St Mary’s Church, Brecon
This church sits at the centre of Brecon. It originated as a 12th century chapel of ease (a satellite facility) for St John’s Priory, run by Benedictine monks. The priory church is now Brecon Cathedral, a short walk north from the town centre.
A Celtic church may have previously occupied the site of St Mary’s Church.
A document from 1200 records that the town council granted 12 pence to the church for the lighting of a taper to burn, during Mass, for the soul of the church’s benefactor.
Most of the building we see today dates from the early 14th century to the late 15th. Parts of the structure were modified during Victorian renovation. Architect WD Caroe created other features in the 1920s, including the reredos (screen behind the altar), choir stalls and Nativity window in the south aisle. St Mary’s became the parish church in 1923.
The sole surviving Norman column is on the north side of the nave. The great tower was built for military purposes c.1520 at a cost of £2,000 by Edward Stafford, who was Duke of Buckingham and Marcher Lord of Brecknock. It has survived largely unalterated. The church retains its medieval ‘ting tang’ bells, which once summoned the priest to say Mass. ‘Ting tang’ bells sound only two notes, the higher alternating with the lower.

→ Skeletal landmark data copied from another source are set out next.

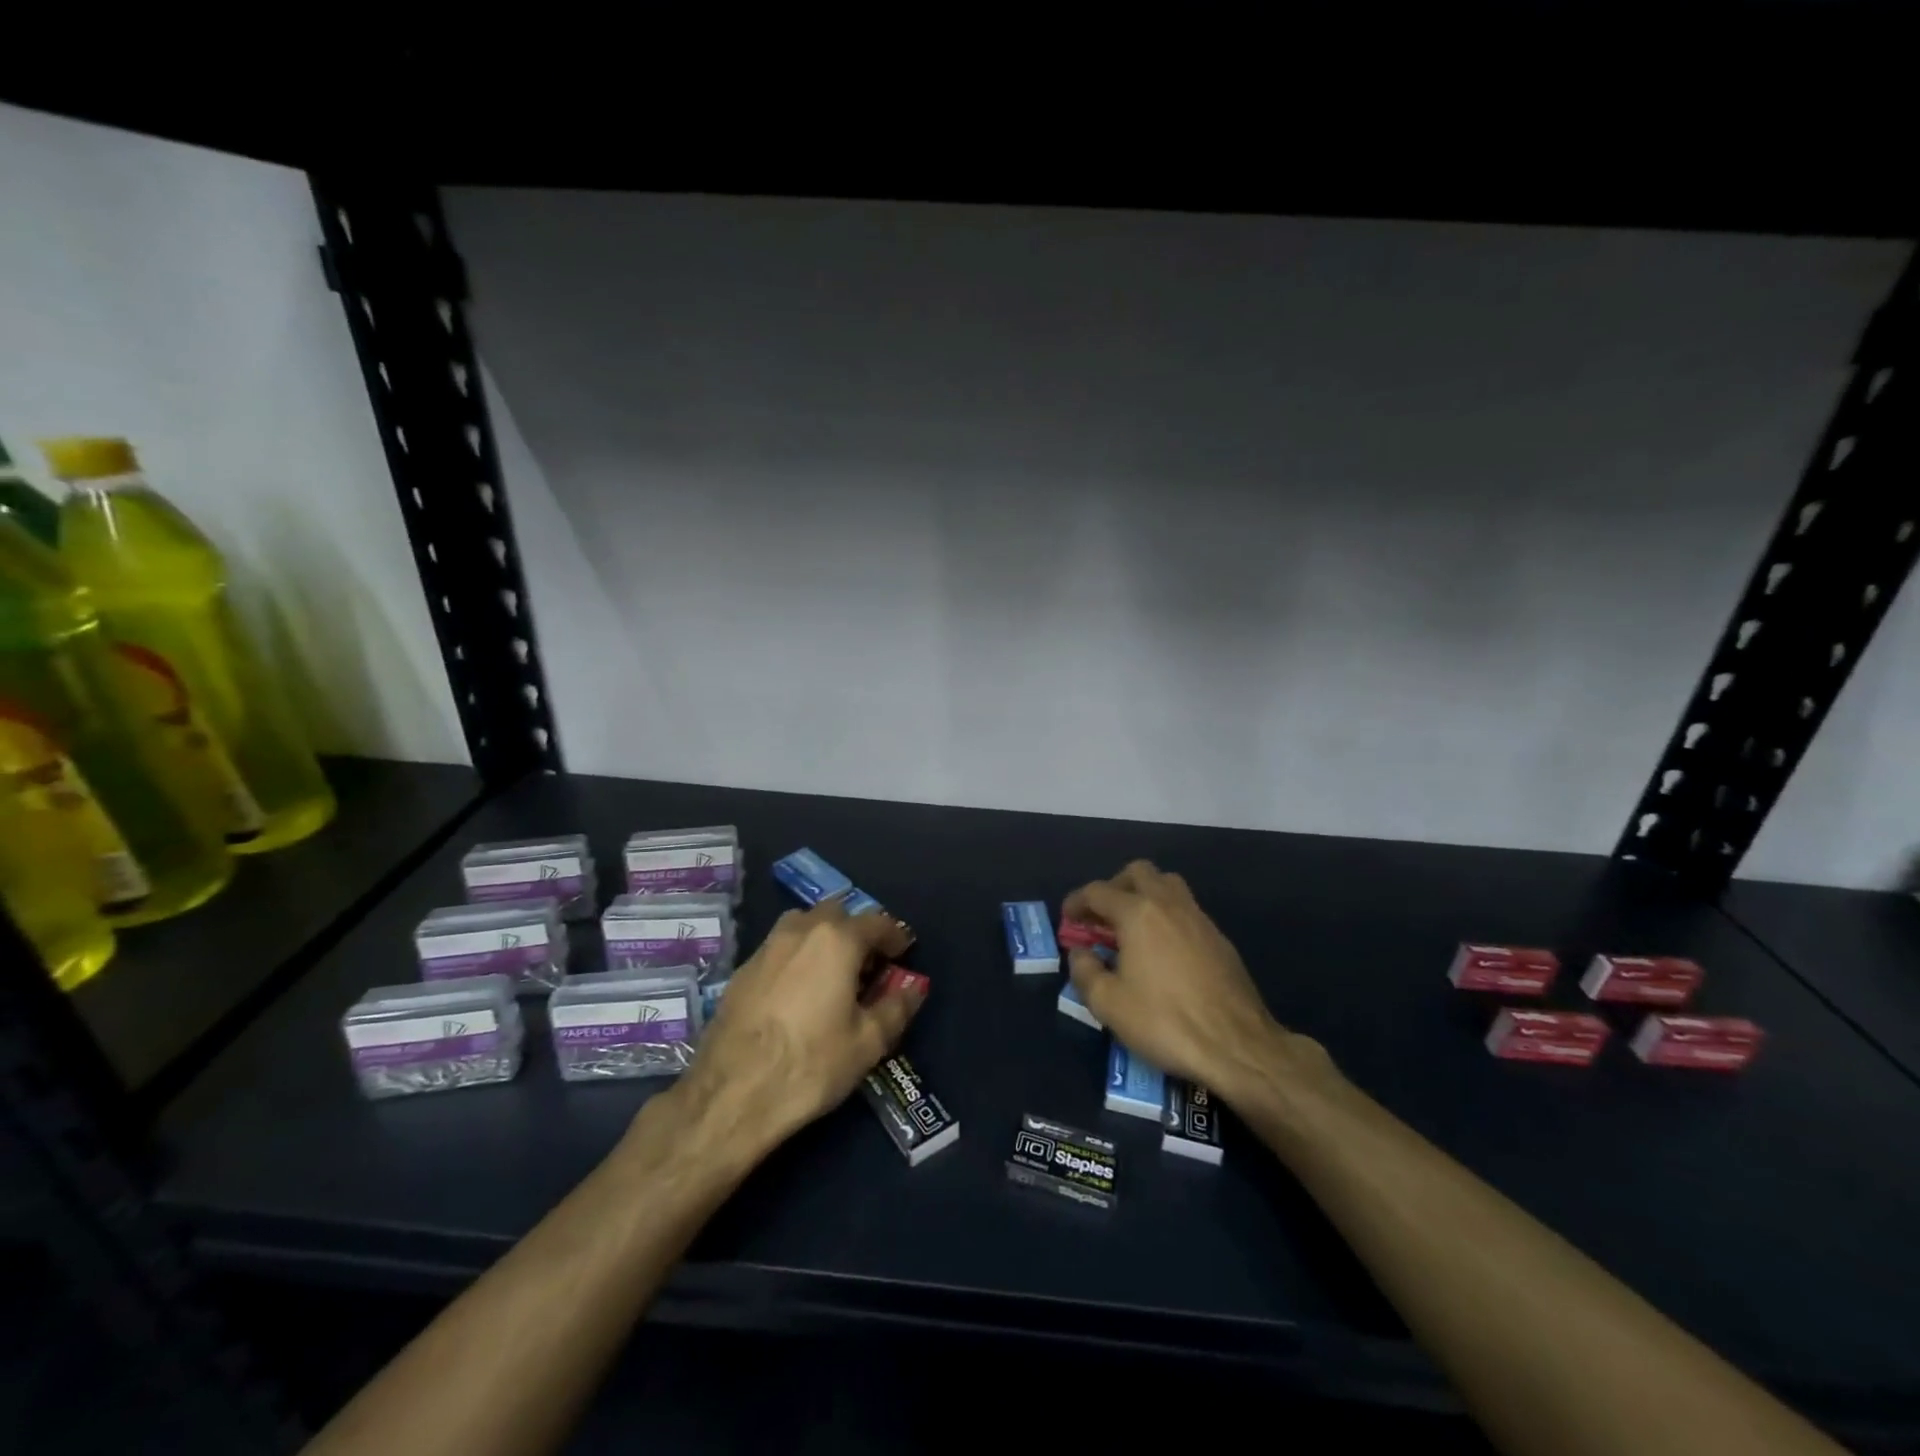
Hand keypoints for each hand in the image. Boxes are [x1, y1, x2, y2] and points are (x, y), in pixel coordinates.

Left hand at [671, 900, 922, 1156]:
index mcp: (837, 940)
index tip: (903, 954)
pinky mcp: (741, 971)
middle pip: (836, 912)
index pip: (875, 922)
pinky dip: (796, 955)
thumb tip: (914, 987)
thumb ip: (896, 1008)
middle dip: (856, 930)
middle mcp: (800, 930)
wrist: (731, 1095)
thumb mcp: (868, 1043)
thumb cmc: (810, 1064)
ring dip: (823, 936)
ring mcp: (766, 947)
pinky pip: (779, 947)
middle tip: (868, 963)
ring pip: (802, 923)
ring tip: (832, 971)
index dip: (894, 936)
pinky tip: (798, 990)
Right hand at [1065, 860, 1330, 1108]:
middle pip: (1138, 872)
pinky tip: (1162, 949)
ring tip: (1132, 927)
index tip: (1068, 919)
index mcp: (1138, 912)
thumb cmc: (1165, 1022)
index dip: (1077, 902)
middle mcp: (1168, 903)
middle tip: (1101, 916)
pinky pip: (1186, 909)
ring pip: (1167, 884)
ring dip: (1144, 895)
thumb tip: (1081, 953)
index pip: (1098, 891)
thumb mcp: (1109, 1004)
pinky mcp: (1219, 938)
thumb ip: (1085, 972)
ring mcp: (1199, 918)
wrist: (1237, 1045)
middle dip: (1114, 887)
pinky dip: (1166, 916)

Details to look out for when you visit include a floral cross in the south porch in memory of a local medieval knight who died in the Crusades. Nearby is a dog door. Dogs were commonly admitted to churches but any rowdy ones at St Mary’s Church were seized with purpose-built tongs and ejected through the dog door. This avoided having to open the full door.
The church also contains two marble tablets from 1691, inscribed and painted with liturgical texts. They are signed Stanton of London.
Brecon war memorial stands in the grounds of the church. The church’s Tower Café draws on the church’s Benedictine heritage to provide hospitality to visitors.